PROBLEM REQUIREMENTS - Nothing but the text of the records should come back; copy it exactly and leave the pictures out.

AVAILABLE DATA -
* * * * * * *

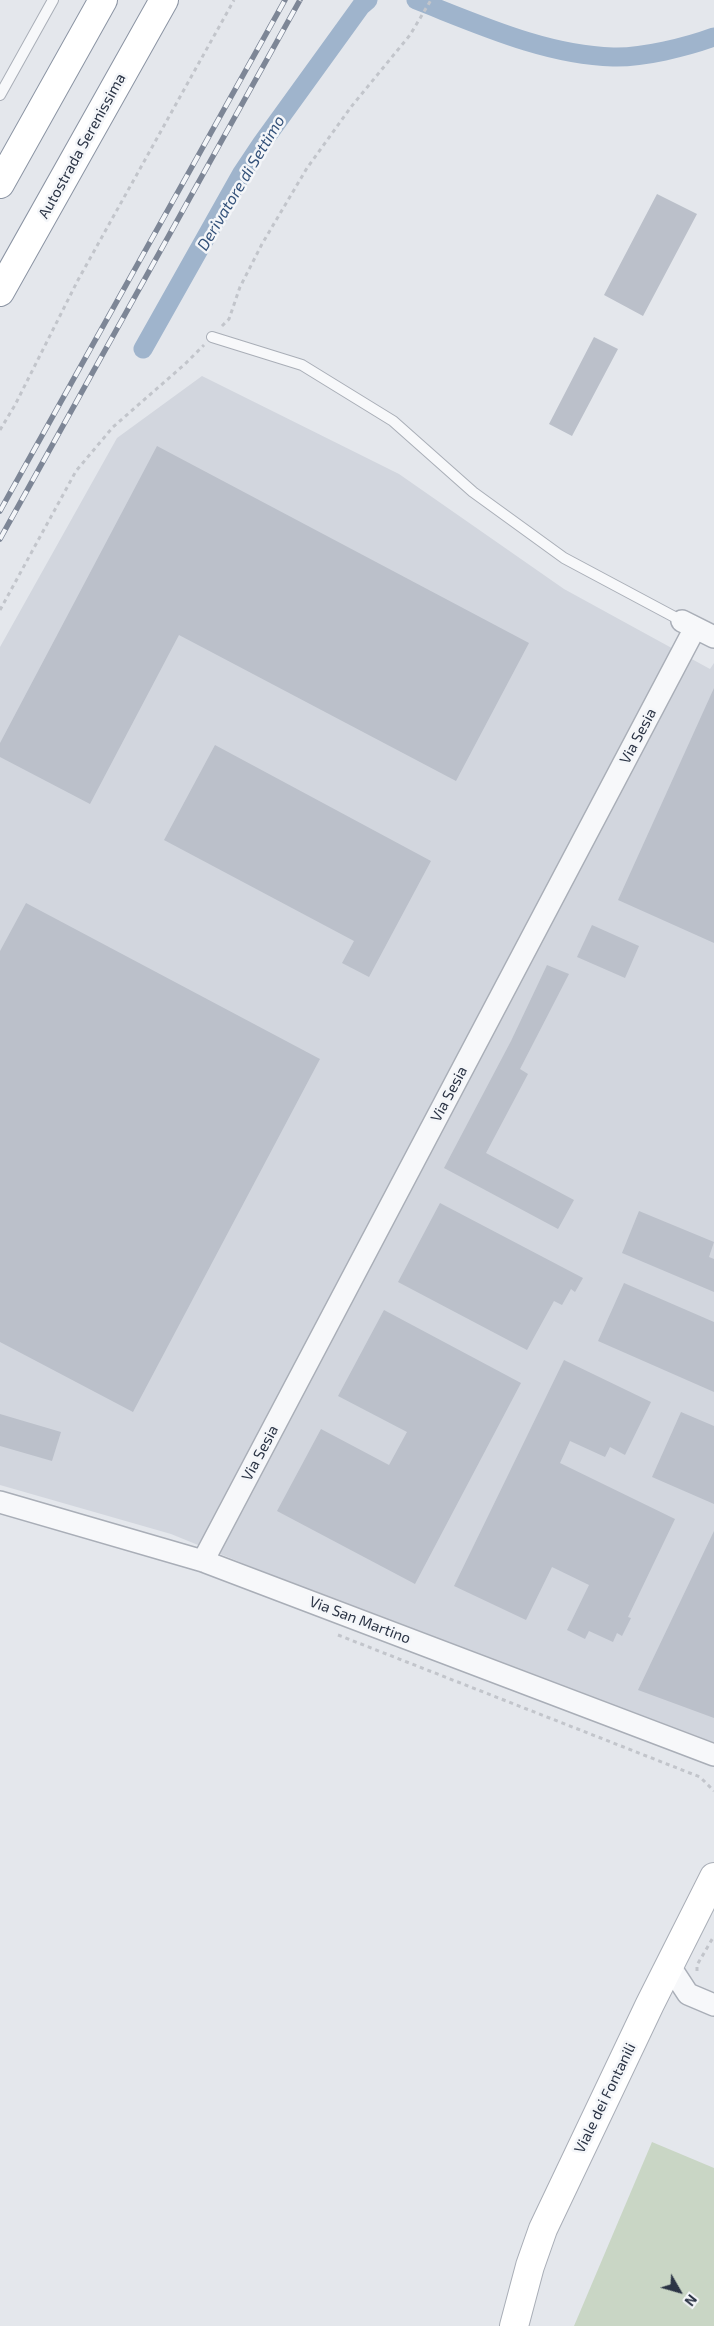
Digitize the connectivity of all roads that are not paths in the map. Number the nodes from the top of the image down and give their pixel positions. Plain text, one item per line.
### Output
1 (53, 0) edge
2 (103, 0) edge
3 (164, 0) edge
4 (0, 95) edge
5 (0, 184) edge
6 (0, 292) edge
7 (212, 336) road end
8 (703, 628) edge
9 (0, 1502) edge
10 (203, 1561) junction
11 (714, 1755) edge
12 (714, 1877) edge
13 (669, 1965) junction
14 (700, 1999) edge
15 (650, 2004) junction
16 (514, 2326) edge

1 - 4 lane
2 - 5 main road
3 - 6 main road, Autostrada Serenissima
7 - 8 lane
8 - 10 street, Via Sesia
9 - 10 street, Via San Martino
10 - 11 street, Via San Martino
12 - 13 main road, Viale dei Fontanili
13 - 14 street
13 - 15 main road, Viale dei Fontanili
14 - 15 street
15 - 16 main road, Viale dei Fontanili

* * * * * * *

SOLUTION FOR THIS PROBLEM -
Digitize the connectivity of all roads that are not paths in the map. Number the nodes from the top of the image down and give their pixel positions. Plain text, one item per line.
### Output
1 (53, 0) edge
2 (103, 0) edge
3 (164, 0) edge
4 (0, 95) edge
5 (0, 184) edge
6 (0, 292) edge
7 (212, 336) road end
8 (703, 628) edge
9 (0, 1502) edge
10 (203, 1561) junction
11 (714, 1755) edge
12 (714, 1877) edge
13 (669, 1965) junction
14 (700, 1999) edge
15 (650, 2004) junction
16 (514, 2326) edge

1 - 4 lane
2 - 5 main road
3 - 6 main road, Autostrada Serenissima
7 - 8 lane
8 - 10 street, Via Sesia
9 - 10 street, Via San Martino
10 - 11 street, Via San Martino
12 - 13 main road, Viale dei Fontanili
13 - 14 street
13 - 15 main road, Viale dei Fontanili
14 - 15 street
15 - 16 main road, Viale dei Fontanili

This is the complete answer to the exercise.